Something I have learned over the years is the importance of taking a moment to understand someone else’s perspective, especially when it comes to asking them for something that I want. This is especially true when it comes to performing a show. As entertainers, it is easy to get tunnel vision and see only the stage, the crowd, the adrenaline, the chance to be heard and the money. But I challenge you to set that aside for a moment.
Put yourself in the place of the venue. For them, their concerns are things like: “If I hire this artist for the night, will my customers like them? Will they bring me new business? Do they have a good track record of showing up on time and not getting stupid drunk during their show? Will this artist share in the promotion or is it all going to fall on me? What if this artist can’t pack my venue; is it worth hiring them above another act I have history with who will?”
These are reasonable questions. It’s one thing for you to want to “get” exposure or recognition or a chance. But wise artists consider what they can “give” as well. Give some time and effort to marketing and getting the word out. Give some time and effort to learning about the bands that have successfully packed the room. Give the venue some reassurance that you take this seriously and will deliver.

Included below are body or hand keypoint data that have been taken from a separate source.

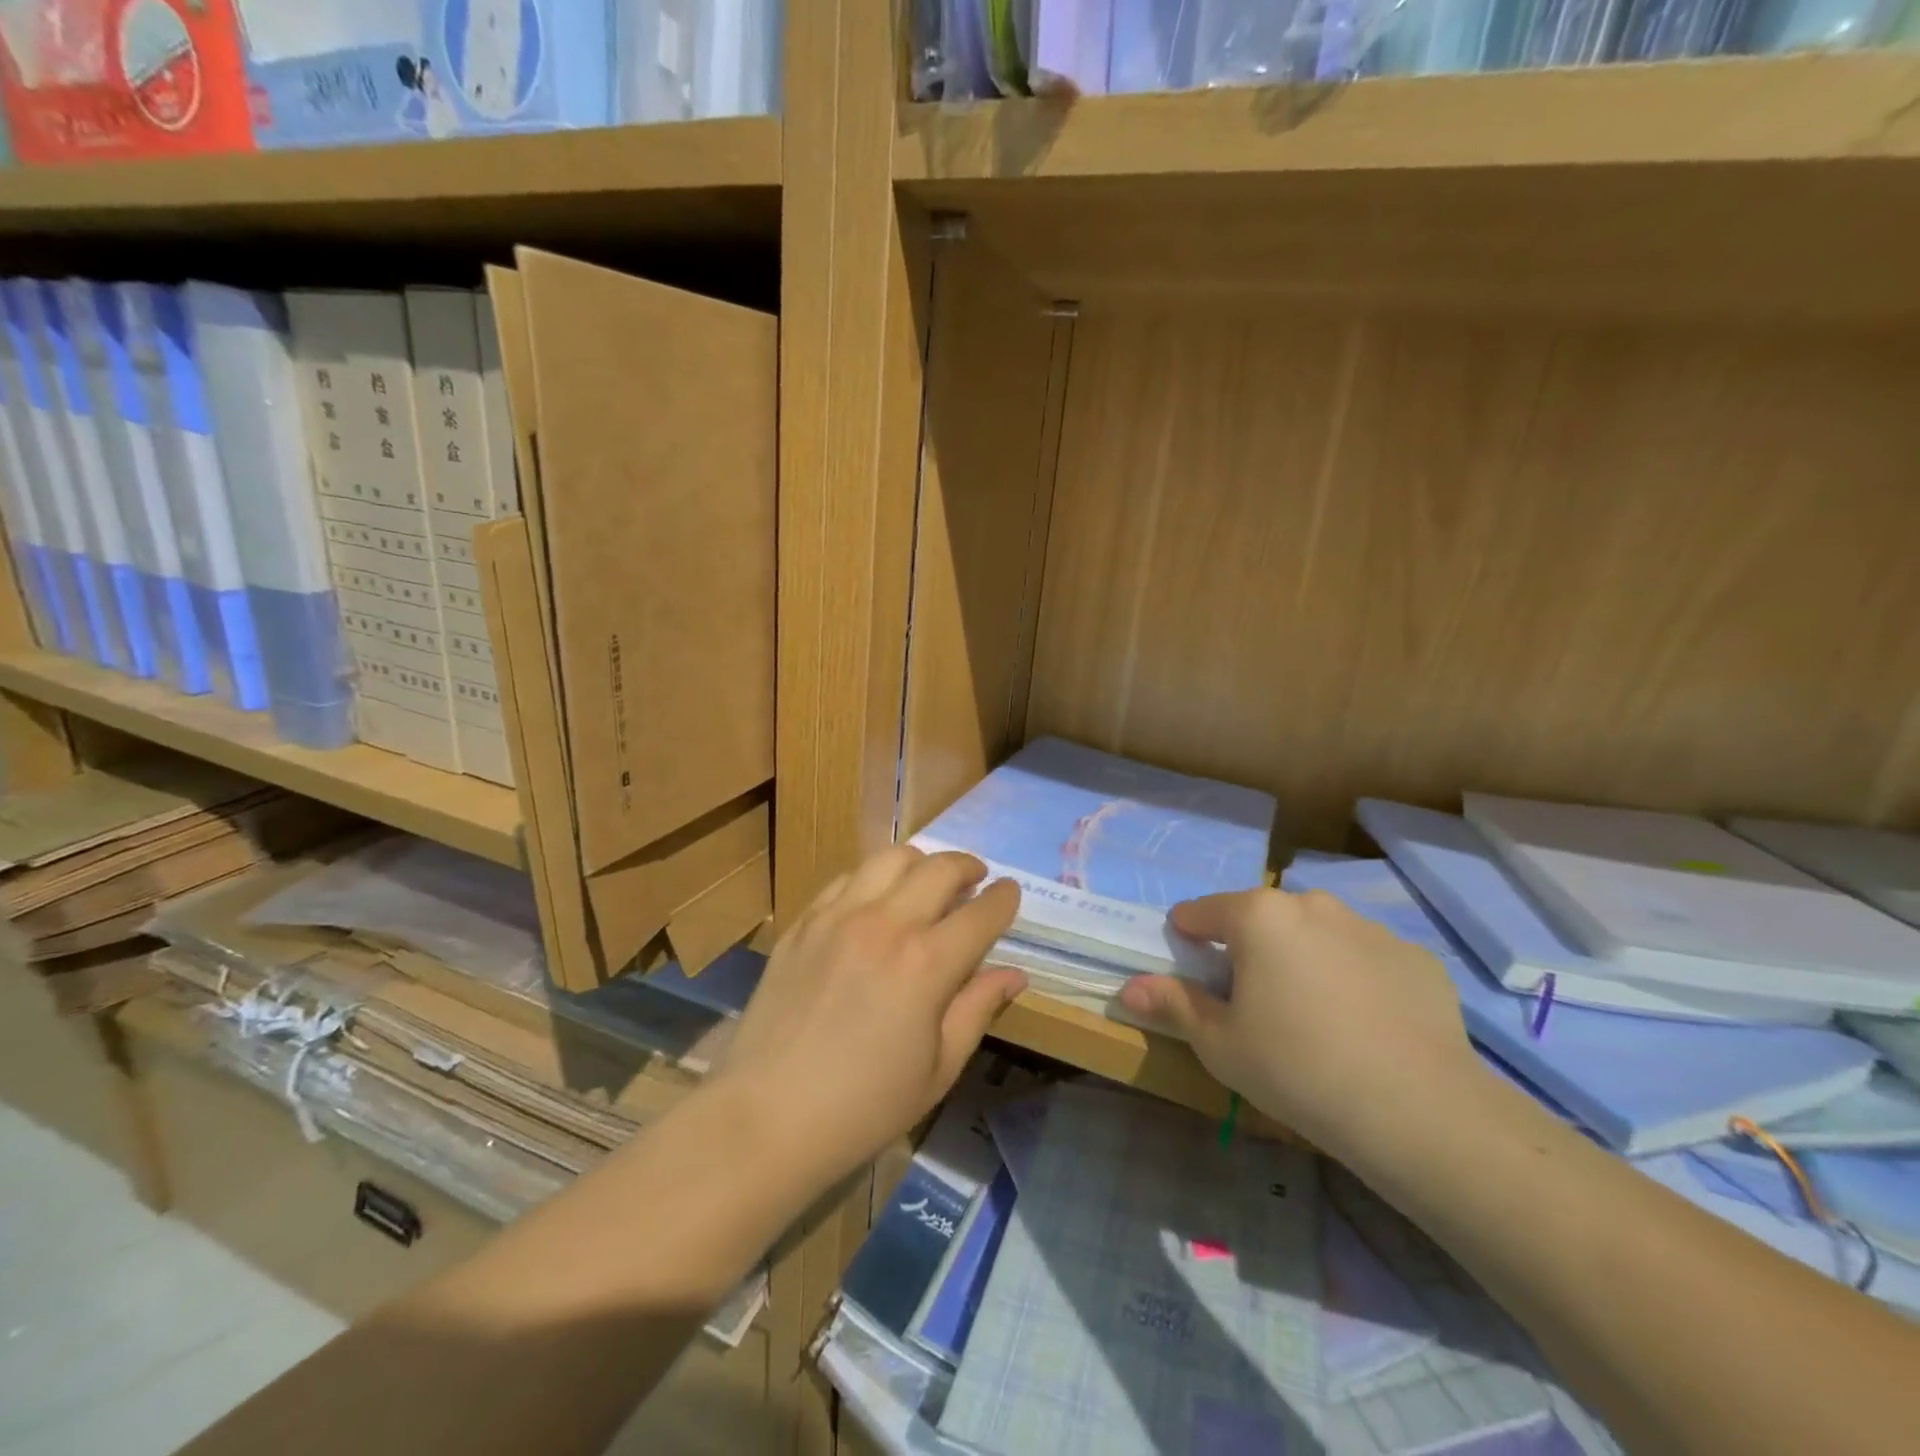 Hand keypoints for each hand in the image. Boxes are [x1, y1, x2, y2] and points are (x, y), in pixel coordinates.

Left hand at [716, 847, 1025, 1195]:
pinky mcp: (804, 922)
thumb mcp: (938, 1069)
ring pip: (890, 858)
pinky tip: (875, 900)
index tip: (1011, 894)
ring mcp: (838, 917)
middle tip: (976, 879)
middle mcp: (886, 924)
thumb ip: (977, 1009)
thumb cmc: (863, 1107)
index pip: (981, 913)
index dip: (1004, 899)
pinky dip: (873, 878)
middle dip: (968, 867)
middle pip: (940, 868)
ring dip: (920, 862)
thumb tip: (1014, 974)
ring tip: (926, 881)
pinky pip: (846, 878)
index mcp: (927, 965)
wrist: (766, 1117)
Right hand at [1118, 887, 1480, 1160]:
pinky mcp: (1415, 957)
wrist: (1419, 1111)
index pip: (1202, 911)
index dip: (1189, 938)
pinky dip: (1355, 979)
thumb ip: (1173, 1004)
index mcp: (1258, 916)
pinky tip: (1365, 1028)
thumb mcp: (1219, 1044)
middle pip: (1262, 918)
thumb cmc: (1296, 1069)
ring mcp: (1370, 927)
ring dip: (1303, 960)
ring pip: (1317, 935)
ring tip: (1314, 1018)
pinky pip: (1366, 959)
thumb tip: (1129, 987)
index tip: (1193, 972)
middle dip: (1250, 949)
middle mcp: (1313, 905)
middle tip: (1255, 1004)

The internet and the tools available to artists these days have leveled the playing field. If you will do your part and put forth some effort, it will pay off. First thing is to be very honest about who you are as an artist. Don’t approach venues where your music won’t fit. Also, be realistic about the size of venue you pursue. If you are a new artist without an established fan base or your music suits a smaller audience better, then don’t try to book a venue that holds 1,500 people hoping it’ll be a built-in crowd. Research the venue online, look at their photo gallery and get a sense of what a prime night is like there. Read reviews of the venue. Look up the websites of the bands that perform there now and get a sense of their musicality and marketing efforts. Google their band and read their reviews. It’s important to know what you’re going into so that you can discern if it is the right venue for you and so that you are not just going in blind.
Next, get creative on promotions when it is your turn to play. Learn about how to write a proper press release from places like prlog.org. Do some research online and find the names of the music columnists in the city you are playing by pulling up the online version of the newspapers/publications and searching the music reviews. Find the online social and community calendars in that city and submit your show for their calendar listings. Send WELL WRITTEN press releases to the media and Chambers of Commerce in the area, and then follow up with a phone call. Be very active on your own social sites like Facebook and Twitter, enough ahead of time so that people are aware you are playing and can help spread the word. Design nice posters and post them on your website for your next event, but also email a PDF or JPEG version to the venue, to the local music store, etc. so that they can post them in their windows.
Lastly, DELIVER! All of this effort you’ve put into research, marketing and promotion will mean nothing if you can’t back it up! Make sure you do show up on time. Cooperate with the venue, and don’t take advantage of them by dragging out load-in, setup or sound check. Be aware of what is going on at the venue while you are there. Are they trying to get the place cleaned and stocked? Are they trying to place tables? Are there customers in the place currently that you need to be careful to not disturb? Be aware of your discussion with your band and crew during this time and refrain from strong language or gossip that could make you look unprofessional to those you don’t realize are listening . . . especially the venue owner/staff! Do your thing and then go! This is not the time to pull up to the bar and have a few. Remain professional at all times. Then put on the show of your LIFE! No matter if there are 10 people in the room or 10,000, your performance isn’t hindered. Give your all, create a win-win, and the venue will beg you back!